If one of the angles of a triangle is 130°, then the angle between the bisectors of the other two angles can be
(a) 50°
(b) 65°
(c) 145°
(d) 155°
(d) Let angles of a triangle be ∠A, ∠B and ∠C.
In $\triangle A B C$,
$\angle A+\angle B+\angle C=180^{\circ}$ [sum of all interior angles of a triangle is $180^{\circ}$ ]
$\Rightarrow \quad \frac{1}{2} \angle A+\frac{1}{2} \angle B+\frac{1}{2} \angle C=\frac{180^{\circ}}{2}=90^{\circ}$
[dividing both sides by 2]
$\Rightarrow \quad \frac{1}{2} \angle B+\frac{1}{2} \angle C=90^{\circ}-\frac{1}{2} \angle A$
$\Rightarrow \quad\left[\because\right.$ in $\left.\triangle O B C, \angle O B C+\angle B C O+\angle C O B=180^{\circ}\right]$
$\left[\right.$ since, $\frac{\angle B}{2}+\frac{\angle C}{2}+\angle B O C=180^{\circ}$ as $B O$ and $O C$ are the angle
bisectors of $\angle A B C$ and $\angle B C A$, respectively]

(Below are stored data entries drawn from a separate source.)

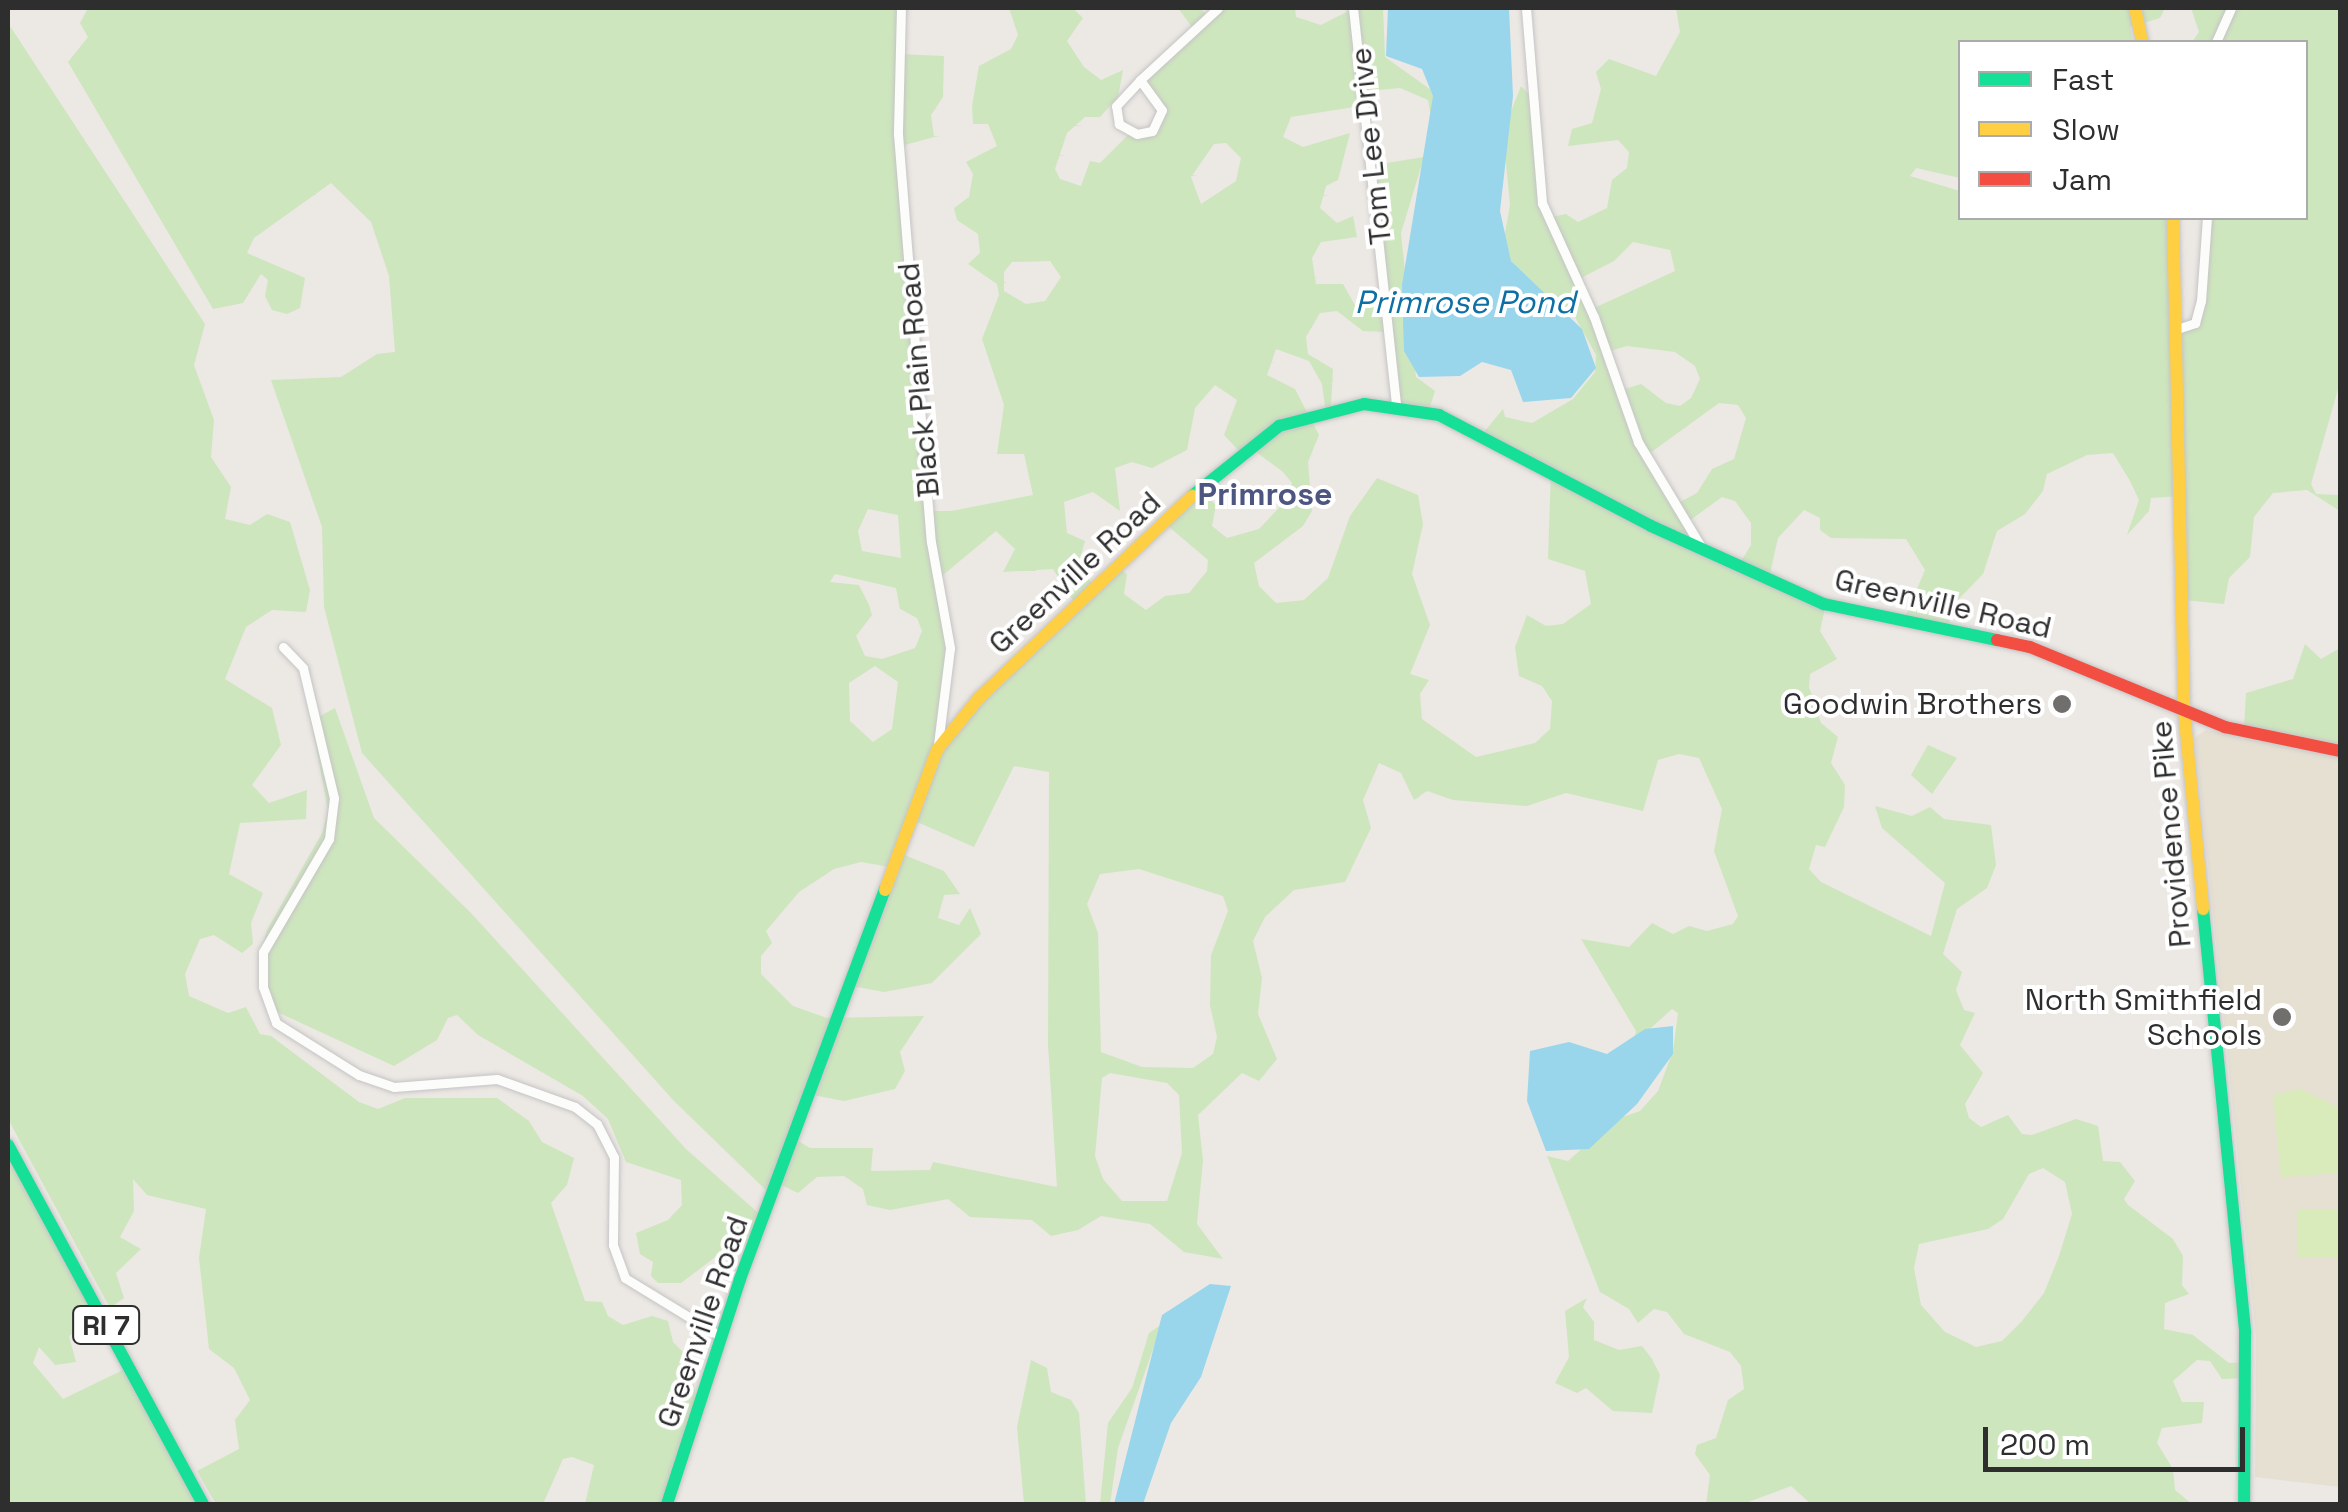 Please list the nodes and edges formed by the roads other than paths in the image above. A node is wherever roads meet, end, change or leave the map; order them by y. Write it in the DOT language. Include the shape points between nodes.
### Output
graph roads {
  1 [pos="900,8"];
  2 [pos="1218,8"];
  3 [pos="1353,8"];
  4 [pos="1526,8"];
  5 [pos="2135,8"];
  6 [pos="2231,8"];
  7 [pos="2142,40"];
  8 [pos="2217,40"];
  9 [pos="1140,80"];
  10 [pos="2173,220"];
  11 [pos="2207,220"];
  12 [pos="2180,328"];
  13 [pos="1396,406"];
  14 [pos="1703,551"];
  15 [pos="283,647"];
  16 [pos="2184,710"];
  17 [pos="938,750"];
  18 [pos="2340,751"];
  19 [pos="8,1145"];
  20 [pos="720,1336"];
  21 [pos="203,1504"];
  22 [pos="667,1504"];
  23 [pos="2244,1504"];
  1 -- 17 [label="street, Black Plain Road" via="898,134 931,542 950,648"];
  2 -- 9 [label="street"];
  3 -- 13 [label="street, Tom Lee Drive"];
  4 -- 14 [label="street" via="1542,202 1594,316 1638,442"];
  5 -- 7 [label="main road"];
  6 -- 8 [label="street"];
  9 -- 9 [label="street" via="1116,106 1118,124 1144,134 1158,124 1162,110"];
  10 -- 12 [label="main road, Providence Pike"];
  11 -- 12 [label="street" via="2201,301 2195,323"];
  12 -- 16 [label="main road, Providence Pike"];
  13 -- 14 [label="main road, Greenville Road" via="1470,426"];
  13 -- 17 [label="main road, Greenville Road" via="1329,408 1254,440 979,698"];
  14 -- 16 [label="main road, Greenville Road" via="1824,604 2070,659"];
  15 -- 20 [label="street" via="303,668 334,798 329,839 263,952 262,987 276,1023 359,1075 394,1087 496,1079 575,1107 597,1124 614,1157 613,1245 625,1278"];
  16 -- 18 [label="main road, Greenville Road" via="2268,739"];
  16 -- 23 [label="main road, Providence Pike" via="2244,1316"];
  17 -- 20 [label="main road, Greenville Road"];
  19 -- 21 [label="main road, RI 7"];
  20 -- 22 [label="main road, Greenville Road"];
} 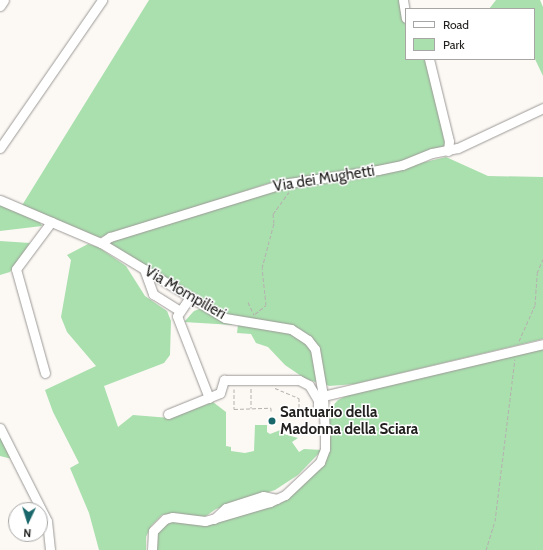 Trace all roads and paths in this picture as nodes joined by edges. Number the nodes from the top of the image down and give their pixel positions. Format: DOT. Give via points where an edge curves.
graph roads {
  1 [pos="4,0"];
  2 [pos="102,0"];
  3 [pos="403,0"];
  4 [pos="0,6"];
  5 [pos="405,12"];
  6 [pos="430,60"];
  7 [pos="543,108"];
  8 [pos="0,148"];
  9 [pos="448,151"];
  10 [pos="290,190"];
  11 [pos="0,200"];
  12 [pos="51,222"];
  13 [pos="101,243"];
  14 [pos="543,259"];
  15 [pos="144,269"];
  16 [pos="190,297"];
  17 [pos="248,302"];
  18 [pos="180,311"];
  19 [pos="253,316"];
  20 [pos="245,322"];
  21 [pos="543,344"];
  22 [pos="517,350"];
  23 [pos="45,373"];
  24 [pos="262,380"];
  25 [pos="251,393"];
  26 [pos="234,394"];
  27 [pos="323,396"];
  28 [pos="209,398"];
  29 [pos="252,409"];
  30 [pos="271,411"];
  31 [pos="168,414"];
  32 [pos="298,415"];
  33 [pos="0,428"];
  34 [pos="319,446"];
  35 [pos="50,550"];
  36 [pos="152,550"];
  37 [pos="486,550"];
  1 -- 4 [label="street"];
  2 -- 8 [label="street"];
  3 -- 5 [label="street"];
  6 -- 9 [label="street" via="449,141"];
  7 -- 9 [label="street, Via dei Mughetti"];
  9 -- 13 [label="street, Via dei Mughetti" via="432,153 402,165 378,170 282,184 110,237"];
  10 -- 19 [label="path" via="273,214 274,223 262,268 266,305"];
  11 -- 12 [label="street, Via Mompilieri"];
  12 -- 13 [label="street, Via Mompilieri"];
  12 -- 23 [label="street" via="16,269"];
  13 -- 15 [label="street, Via Mompilieri"];
  14 -- 22 [label="path" via="537,273 536,305"];
  15 -- 16 [label="street, Via Mompilieri"];
  15 -- 18 [label="street" via="153,294"];
  16 -- 18 [label="street"];
  16 -- 20 [label="street, Via Mompilieri" via="225,318"];
  17 -- 19 [label="path"];
  18 -- 28 [label="street" via="177,316"];
  19 -- 20 [label="path"];
  20 -- 27 [label="street, Via Mompilieri" via="284,326 308,340 317,356"];
  21 -- 22 [label="street"];
  22 -- 27 [label="street"];
  22 -- 37 [label="path" via="511,373 495,521"];
  24 -- 28 [label="street" via="224,380 220,393"];
  24 -- 32 [label="path" via="285,394 299,398"];
  24 -- 34 [label="street" via="299,380 309,385 318,400"];
  25 -- 29 [label="path"];
  26 -- 29 [label="path" via="234,409"];
  27 -- 36 [label="street, Via Mompilieri" via="324,456 292,489 278,499 214,520 197,521 172,517 165,519 153,531"];
  28 -- 31 [label="street"];
  29 -- 30 [label="path" via="271,408"];
  33 -- 35 [label="street" via="47,521"];
}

$\Rightarrow \quad 180^{\circ}-\angle B O C=90^{\circ}-\frac{1}{2} \angle A$
$\therefore \quad \angle B O C=180^{\circ}-90^{\circ}+\frac{1}{2} \angle A=90^{\circ}+\frac{1}{2} \angle A$
$=90^{\circ}+\frac{1}{2} \times 130^{\circ}=90^{\circ}+65^{\circ}$ $\left[\therefore \angle A=130^{\circ}\right.$ (given) $]$
$=155^{\circ}$
Hence, the required angle is $155^{\circ} .$